Connect the Dots—April 2017
Obstet Gynecol 2017;129:608–14
The postoperative instructions we typically give patients after abdominal surgery are pretty standard: no driving, no lifting, no sex, and no exercise for a period of time, typically 6 weeks. Mueller and colleagues report the results of a randomized controlled trial involving women undergoing minimally invasive pelvic reconstructive surgery (see p. 608). The groups were given exercise instructions that were similar, with the instruction that the intervention group was told to resume lifting, running, high-impact aerobic exercise, and sit-ups as soon as they felt strong enough, whereas the control group was advised to avoid these activities until 12 weeks postoperatively.
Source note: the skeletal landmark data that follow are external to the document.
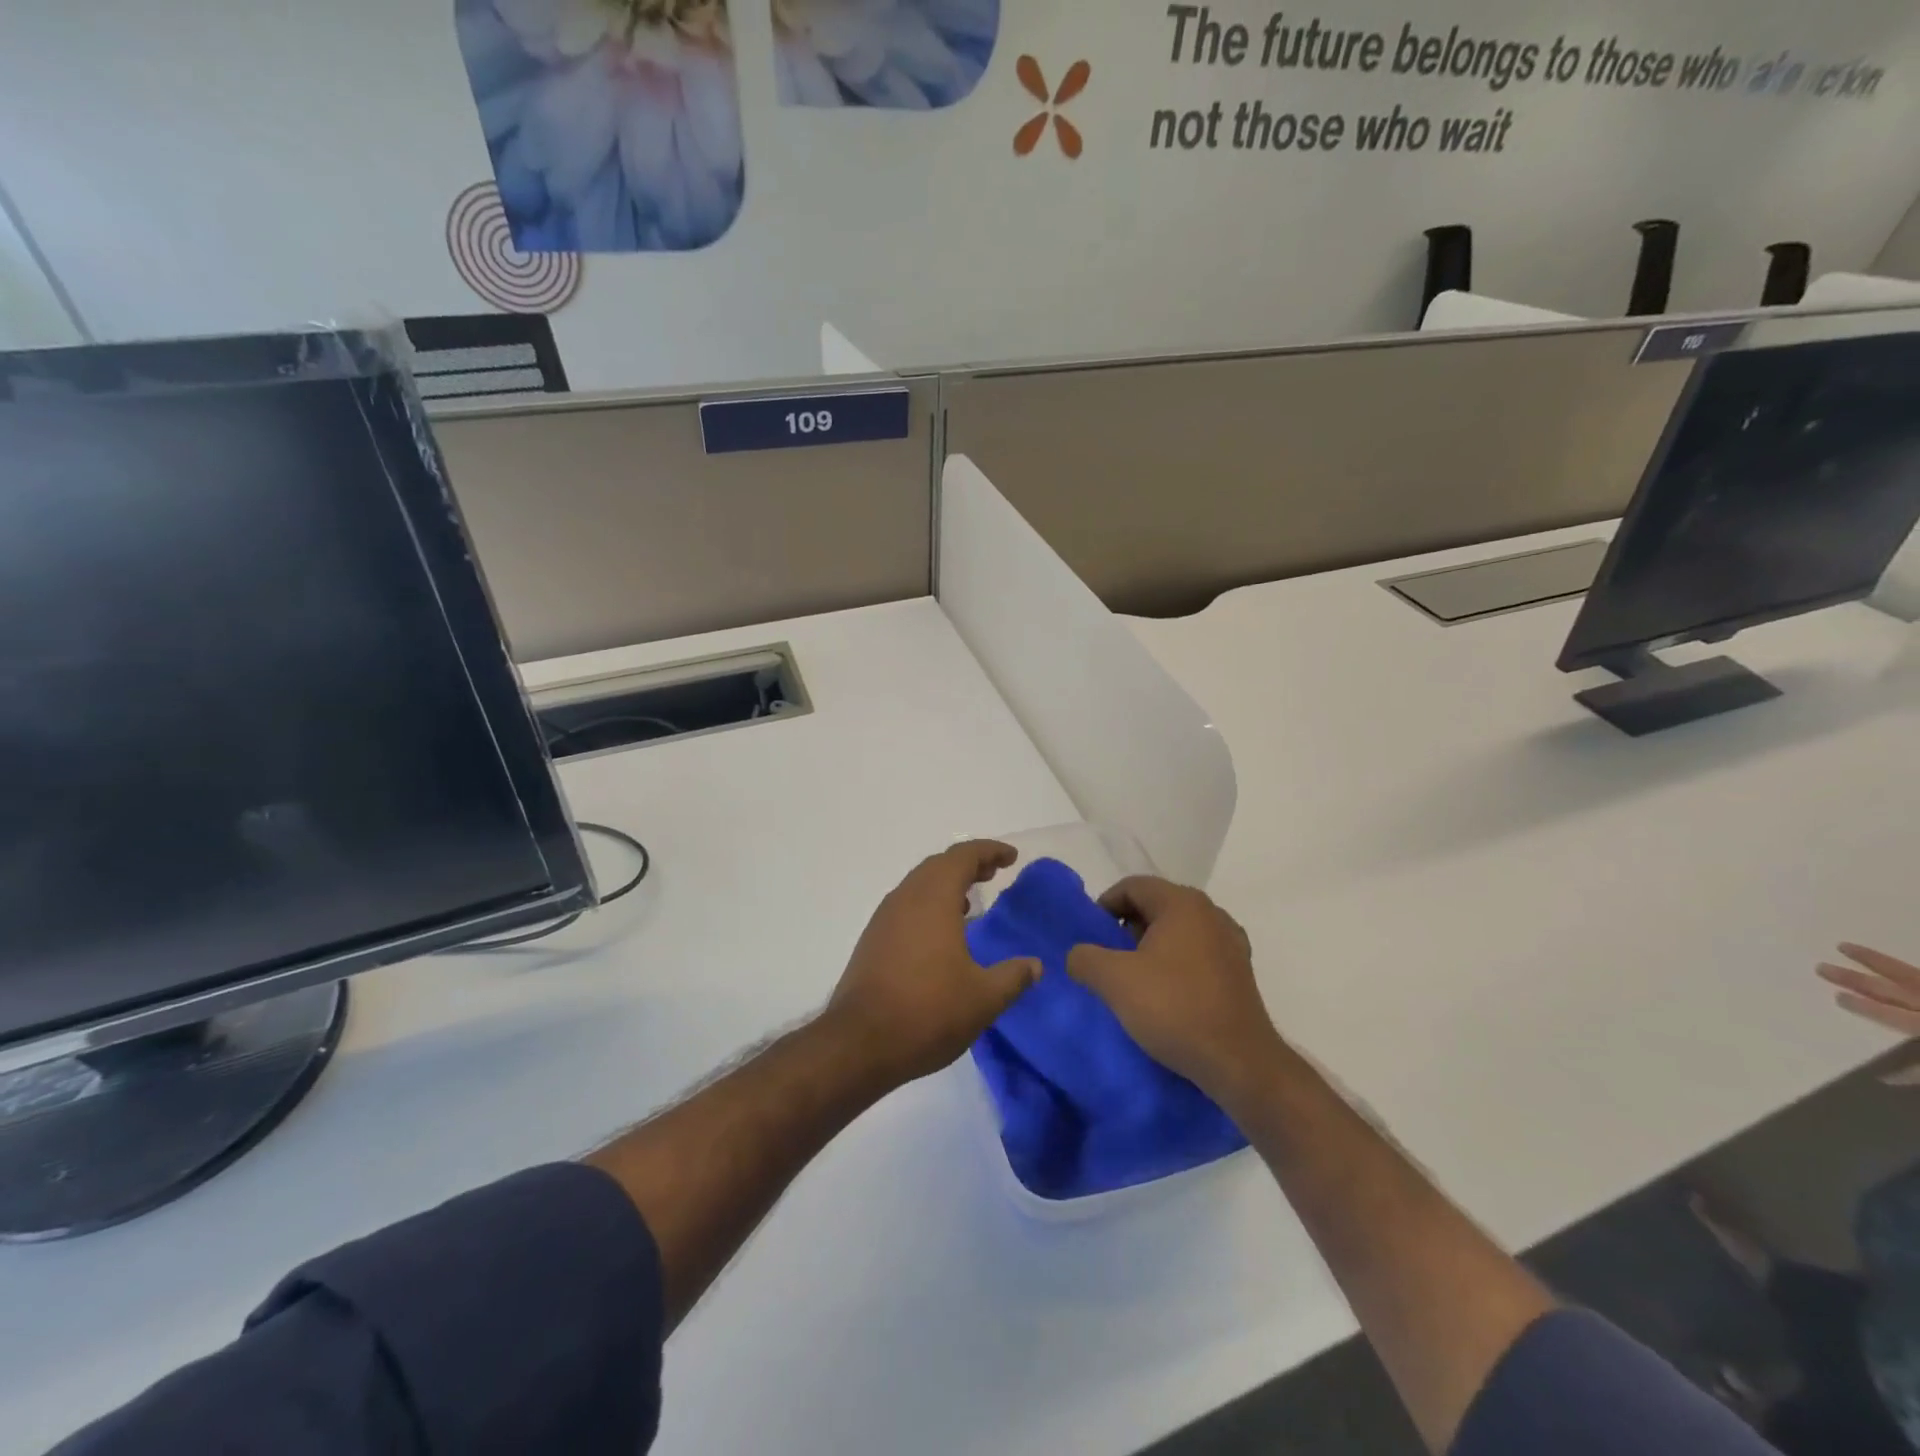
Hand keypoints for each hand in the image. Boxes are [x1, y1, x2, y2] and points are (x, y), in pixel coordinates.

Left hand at [825, 840, 1039, 1088]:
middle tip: (993, 873)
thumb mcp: (983, 999)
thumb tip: (1035, 965)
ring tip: (971, 901)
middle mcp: (906, 898)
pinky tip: (942, 933)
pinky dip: (929, 904)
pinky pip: (906, 905)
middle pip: (938, 865)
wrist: (860, 1043)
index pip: (963, 856)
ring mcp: (884, 918)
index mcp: (933, 899)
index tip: (1011, 857)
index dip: (989, 851)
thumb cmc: (928, 1012)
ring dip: (946, 883)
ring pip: (919, 884)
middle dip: (968, 864)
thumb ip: (1013, 977)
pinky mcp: (873, 940)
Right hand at [1066, 876, 1283, 1104]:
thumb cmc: (1174, 1008)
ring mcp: (1231, 942)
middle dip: (1126, 928)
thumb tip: (1078, 955)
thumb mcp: (1114, 980)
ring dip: (1151, 948)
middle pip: (1156, 905)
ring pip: (1177, 931)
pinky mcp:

Both groups were advised to walk and climb stairs ad lib and to avoid anything in their vaginas for 6 weeks. At the 12-week visit, validated questionnaires showed similar rates of exercise in both groups. The liberal exercise group had greater degrees of satisfaction with the advice provided, and at least one measure of the short-term surgical outcome was improved without any worsening of the surgical outcomes by any measure.
These authors asked a simple, important question and implemented a straightforward study to answer it. Although we certainly do not want to jeopardize surgical outcomes, liberalizing the recommendations for activity after minimally invasive surgery for prolapse seems to be a reasonable recommendation at this point. Because it would seem that women in the control group did not follow the advice, as they had the same level of exercise as the study group, it makes sense to provide evidence-based, realistic postoperative advice that is achievable by our patients.